Just 18 percent of adults in the United States slather up before they go outdoors, according to a U.S. sunscreen study conducted by Neutrogena this year, and just 48 percent of Americans who slather up reapply sunscreen, even though many dermatologists recommend reapplication every two hours.

"The best sunscreen of all is a hat and protective clothing and smart behavior," according to ASDS President Jeffrey Dover.

Regular apparel simply doesn’t offer the same sort of UV protection as purpose-built, sun-protective items, though a tightly woven textile in dark colors is better than a loose weave in a light color.

Sonja Gfeller, founder of Ayana, a UV-protective apparel line, was having a hard time maintaining her sense of fashion and protecting her skin from the sun after moving from her native Switzerland to San Clemente, Calif.

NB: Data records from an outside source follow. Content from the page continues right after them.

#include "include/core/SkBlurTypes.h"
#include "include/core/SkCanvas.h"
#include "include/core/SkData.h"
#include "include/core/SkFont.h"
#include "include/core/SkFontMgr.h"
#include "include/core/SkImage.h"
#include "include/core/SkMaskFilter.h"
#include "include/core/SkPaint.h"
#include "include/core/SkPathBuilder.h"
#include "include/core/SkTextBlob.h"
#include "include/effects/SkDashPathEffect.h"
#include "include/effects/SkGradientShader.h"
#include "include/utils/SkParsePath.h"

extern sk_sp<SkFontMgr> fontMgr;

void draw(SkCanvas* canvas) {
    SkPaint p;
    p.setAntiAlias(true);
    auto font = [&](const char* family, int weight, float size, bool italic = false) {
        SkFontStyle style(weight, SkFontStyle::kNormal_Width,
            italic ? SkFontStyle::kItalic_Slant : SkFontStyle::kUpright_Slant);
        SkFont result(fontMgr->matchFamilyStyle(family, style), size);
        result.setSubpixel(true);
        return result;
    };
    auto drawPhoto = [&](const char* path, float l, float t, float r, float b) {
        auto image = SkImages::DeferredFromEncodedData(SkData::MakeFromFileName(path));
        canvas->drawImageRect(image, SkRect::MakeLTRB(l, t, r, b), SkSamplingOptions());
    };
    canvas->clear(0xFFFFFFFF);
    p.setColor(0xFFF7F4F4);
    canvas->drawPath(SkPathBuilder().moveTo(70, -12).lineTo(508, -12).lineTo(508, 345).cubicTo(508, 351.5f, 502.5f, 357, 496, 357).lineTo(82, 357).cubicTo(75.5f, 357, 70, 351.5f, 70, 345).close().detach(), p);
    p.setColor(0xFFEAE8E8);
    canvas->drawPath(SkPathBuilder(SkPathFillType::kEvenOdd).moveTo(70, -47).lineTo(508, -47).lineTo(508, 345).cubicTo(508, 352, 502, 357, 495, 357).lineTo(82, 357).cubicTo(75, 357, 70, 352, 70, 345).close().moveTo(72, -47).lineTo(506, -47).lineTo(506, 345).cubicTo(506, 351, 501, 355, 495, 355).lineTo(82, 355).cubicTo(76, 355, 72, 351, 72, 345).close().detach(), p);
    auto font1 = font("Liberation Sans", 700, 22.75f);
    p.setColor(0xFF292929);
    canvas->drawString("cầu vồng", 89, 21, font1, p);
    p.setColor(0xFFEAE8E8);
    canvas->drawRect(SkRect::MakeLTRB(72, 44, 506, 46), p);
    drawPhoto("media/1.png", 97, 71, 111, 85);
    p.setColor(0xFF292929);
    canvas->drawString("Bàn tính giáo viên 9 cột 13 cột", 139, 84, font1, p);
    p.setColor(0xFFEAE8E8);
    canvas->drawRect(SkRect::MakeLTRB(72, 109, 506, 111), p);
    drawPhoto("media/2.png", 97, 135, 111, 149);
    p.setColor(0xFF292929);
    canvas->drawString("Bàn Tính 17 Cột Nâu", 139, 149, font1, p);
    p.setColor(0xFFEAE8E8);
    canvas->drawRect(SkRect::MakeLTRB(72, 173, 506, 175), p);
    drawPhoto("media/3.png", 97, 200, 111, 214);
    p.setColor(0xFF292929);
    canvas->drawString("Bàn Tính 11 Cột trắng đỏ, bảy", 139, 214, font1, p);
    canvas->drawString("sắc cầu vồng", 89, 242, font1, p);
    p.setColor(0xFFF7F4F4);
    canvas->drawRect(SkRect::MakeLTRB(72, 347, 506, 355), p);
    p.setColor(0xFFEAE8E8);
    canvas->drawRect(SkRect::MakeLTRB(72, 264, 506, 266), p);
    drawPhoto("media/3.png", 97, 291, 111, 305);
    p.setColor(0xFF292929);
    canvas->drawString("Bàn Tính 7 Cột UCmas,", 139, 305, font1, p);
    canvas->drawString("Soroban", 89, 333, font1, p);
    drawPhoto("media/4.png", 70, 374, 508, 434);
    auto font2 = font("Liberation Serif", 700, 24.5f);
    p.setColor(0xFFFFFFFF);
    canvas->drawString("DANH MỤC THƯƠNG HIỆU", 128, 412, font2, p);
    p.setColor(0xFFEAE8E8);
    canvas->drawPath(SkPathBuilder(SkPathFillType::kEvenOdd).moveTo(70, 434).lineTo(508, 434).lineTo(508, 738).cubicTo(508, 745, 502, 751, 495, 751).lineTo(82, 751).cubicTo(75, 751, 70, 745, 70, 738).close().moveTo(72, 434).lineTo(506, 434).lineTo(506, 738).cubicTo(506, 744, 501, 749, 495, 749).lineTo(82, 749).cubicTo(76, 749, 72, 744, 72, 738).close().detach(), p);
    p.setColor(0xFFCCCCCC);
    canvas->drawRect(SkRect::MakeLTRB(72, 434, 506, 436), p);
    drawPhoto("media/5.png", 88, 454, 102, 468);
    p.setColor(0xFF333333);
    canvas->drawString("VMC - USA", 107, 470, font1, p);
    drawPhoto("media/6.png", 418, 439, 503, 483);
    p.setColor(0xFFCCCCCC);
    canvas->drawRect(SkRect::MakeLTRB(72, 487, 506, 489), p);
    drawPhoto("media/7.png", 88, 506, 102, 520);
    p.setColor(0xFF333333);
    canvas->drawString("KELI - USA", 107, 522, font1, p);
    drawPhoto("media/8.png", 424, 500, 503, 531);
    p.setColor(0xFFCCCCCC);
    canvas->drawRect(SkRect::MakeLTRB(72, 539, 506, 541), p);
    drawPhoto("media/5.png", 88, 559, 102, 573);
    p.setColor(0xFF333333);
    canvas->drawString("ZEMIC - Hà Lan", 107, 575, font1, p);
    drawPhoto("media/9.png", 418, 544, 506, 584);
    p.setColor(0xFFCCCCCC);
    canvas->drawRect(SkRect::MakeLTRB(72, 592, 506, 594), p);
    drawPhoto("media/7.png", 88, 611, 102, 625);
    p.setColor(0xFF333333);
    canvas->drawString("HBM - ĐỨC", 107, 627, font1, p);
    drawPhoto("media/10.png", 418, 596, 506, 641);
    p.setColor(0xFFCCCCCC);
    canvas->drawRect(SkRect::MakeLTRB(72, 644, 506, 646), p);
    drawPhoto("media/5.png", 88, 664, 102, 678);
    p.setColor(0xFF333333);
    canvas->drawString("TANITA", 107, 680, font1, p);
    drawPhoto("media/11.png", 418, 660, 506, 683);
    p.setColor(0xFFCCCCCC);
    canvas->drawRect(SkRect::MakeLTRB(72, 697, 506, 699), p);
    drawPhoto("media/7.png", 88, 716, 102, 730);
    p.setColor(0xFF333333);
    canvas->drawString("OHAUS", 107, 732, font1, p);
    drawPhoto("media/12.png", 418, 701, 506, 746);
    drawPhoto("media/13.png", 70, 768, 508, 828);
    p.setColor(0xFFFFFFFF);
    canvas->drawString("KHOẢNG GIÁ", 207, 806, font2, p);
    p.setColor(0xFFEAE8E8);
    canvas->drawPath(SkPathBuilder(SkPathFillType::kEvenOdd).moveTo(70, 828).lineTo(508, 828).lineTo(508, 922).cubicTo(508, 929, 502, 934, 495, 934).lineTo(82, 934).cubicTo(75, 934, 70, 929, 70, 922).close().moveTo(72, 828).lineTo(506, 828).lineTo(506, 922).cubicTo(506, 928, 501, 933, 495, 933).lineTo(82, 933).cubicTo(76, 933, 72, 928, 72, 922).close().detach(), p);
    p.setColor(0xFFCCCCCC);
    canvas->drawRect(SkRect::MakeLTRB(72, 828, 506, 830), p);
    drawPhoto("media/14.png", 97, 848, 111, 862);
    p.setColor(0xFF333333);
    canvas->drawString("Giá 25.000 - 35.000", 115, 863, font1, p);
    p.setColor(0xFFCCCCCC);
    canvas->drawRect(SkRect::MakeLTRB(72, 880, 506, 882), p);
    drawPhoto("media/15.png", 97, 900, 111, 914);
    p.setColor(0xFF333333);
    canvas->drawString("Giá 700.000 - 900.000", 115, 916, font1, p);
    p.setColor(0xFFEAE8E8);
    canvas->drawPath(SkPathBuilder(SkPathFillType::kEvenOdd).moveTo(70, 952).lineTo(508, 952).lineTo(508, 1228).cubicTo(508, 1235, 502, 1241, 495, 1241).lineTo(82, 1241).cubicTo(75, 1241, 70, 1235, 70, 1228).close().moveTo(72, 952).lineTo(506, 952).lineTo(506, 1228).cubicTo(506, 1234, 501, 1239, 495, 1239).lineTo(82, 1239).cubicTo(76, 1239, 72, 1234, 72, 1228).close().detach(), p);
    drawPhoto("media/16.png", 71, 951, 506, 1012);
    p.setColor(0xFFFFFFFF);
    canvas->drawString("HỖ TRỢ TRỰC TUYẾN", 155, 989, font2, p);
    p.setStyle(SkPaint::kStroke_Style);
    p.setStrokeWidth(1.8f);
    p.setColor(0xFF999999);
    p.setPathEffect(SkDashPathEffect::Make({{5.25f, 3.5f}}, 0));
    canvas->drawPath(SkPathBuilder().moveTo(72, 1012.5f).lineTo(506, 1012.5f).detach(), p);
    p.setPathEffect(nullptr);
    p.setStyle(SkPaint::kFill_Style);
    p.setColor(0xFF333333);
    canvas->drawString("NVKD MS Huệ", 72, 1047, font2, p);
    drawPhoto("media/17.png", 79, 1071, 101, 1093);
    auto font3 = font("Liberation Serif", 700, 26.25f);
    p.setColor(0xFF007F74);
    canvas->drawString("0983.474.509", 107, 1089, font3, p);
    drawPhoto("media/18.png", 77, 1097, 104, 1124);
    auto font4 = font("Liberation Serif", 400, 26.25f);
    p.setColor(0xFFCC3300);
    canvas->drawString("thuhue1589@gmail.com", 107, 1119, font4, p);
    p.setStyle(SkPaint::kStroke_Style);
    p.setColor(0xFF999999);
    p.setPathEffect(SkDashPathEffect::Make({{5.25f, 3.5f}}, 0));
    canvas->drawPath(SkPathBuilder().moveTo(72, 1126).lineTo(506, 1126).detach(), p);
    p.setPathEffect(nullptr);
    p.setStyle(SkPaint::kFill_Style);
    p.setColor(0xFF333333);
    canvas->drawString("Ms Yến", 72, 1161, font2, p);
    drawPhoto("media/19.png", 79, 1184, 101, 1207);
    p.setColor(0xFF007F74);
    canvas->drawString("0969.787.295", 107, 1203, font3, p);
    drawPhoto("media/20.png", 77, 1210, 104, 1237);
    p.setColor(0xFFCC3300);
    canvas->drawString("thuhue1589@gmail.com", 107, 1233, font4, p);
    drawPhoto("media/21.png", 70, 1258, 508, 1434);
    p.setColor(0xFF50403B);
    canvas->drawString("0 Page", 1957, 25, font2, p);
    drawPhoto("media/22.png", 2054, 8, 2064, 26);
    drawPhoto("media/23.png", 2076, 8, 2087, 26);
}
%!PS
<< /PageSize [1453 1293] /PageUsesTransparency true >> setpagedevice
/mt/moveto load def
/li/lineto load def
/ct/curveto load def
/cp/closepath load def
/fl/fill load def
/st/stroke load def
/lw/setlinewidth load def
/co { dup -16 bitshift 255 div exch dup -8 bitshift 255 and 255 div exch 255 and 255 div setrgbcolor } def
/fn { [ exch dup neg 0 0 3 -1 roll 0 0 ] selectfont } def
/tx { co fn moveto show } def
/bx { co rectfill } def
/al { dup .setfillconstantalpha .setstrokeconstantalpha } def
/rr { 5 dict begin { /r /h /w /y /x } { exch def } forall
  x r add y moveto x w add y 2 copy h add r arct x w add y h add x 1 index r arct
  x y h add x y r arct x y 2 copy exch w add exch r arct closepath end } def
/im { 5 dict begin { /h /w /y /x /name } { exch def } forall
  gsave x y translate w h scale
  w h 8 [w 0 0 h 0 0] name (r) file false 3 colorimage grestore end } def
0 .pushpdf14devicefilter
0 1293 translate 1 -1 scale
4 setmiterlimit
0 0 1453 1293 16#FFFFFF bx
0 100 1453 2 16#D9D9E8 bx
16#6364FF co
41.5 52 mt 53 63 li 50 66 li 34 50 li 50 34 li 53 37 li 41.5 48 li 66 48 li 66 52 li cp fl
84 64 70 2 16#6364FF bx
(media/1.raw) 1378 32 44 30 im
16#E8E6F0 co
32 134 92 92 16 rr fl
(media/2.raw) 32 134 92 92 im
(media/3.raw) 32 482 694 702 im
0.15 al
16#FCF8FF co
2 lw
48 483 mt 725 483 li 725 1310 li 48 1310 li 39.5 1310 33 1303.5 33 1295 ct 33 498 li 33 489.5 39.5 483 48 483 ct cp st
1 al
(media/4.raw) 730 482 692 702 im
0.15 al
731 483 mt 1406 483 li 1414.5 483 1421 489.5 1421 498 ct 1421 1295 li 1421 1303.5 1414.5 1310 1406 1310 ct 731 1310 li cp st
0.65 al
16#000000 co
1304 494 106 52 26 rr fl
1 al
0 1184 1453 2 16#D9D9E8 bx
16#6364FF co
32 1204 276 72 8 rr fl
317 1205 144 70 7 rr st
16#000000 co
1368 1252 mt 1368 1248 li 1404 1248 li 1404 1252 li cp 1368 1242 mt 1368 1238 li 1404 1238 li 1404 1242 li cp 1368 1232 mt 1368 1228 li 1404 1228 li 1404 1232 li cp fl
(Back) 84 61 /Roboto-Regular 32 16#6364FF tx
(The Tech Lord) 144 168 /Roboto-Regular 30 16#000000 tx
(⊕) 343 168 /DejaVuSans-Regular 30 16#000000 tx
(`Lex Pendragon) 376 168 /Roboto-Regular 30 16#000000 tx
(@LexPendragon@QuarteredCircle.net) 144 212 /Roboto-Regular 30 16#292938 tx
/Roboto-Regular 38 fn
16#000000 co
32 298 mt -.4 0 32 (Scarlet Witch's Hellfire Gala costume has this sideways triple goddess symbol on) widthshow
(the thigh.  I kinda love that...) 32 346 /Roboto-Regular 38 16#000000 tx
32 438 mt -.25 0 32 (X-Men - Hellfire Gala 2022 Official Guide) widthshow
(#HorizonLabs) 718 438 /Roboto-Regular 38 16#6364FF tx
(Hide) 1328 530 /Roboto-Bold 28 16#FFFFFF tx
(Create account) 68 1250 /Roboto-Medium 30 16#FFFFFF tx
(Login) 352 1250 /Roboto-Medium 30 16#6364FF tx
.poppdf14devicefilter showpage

Three years of research yielded fabrics from Japan and Taiwan that either wove zinc oxide, a UV blocker, into the textile or infused it into the fabric during the dyeing process. She started sewing those 45 UPF textiles into casual everyday items such as tunics, T-shirts, blouses, pants and skirts. This spring-summer season she expects to sell about 2,000 garments through her website, www.ayanashop.com.

Ayana’s garments are made in L.A. and, like most sun-protective clothing items, are effective for a limited number of washings — about 40. They also need to be worn in conjunction with sunscreen because clothes don’t cover everything. Exposed bits of skin are still vulnerable to the sun.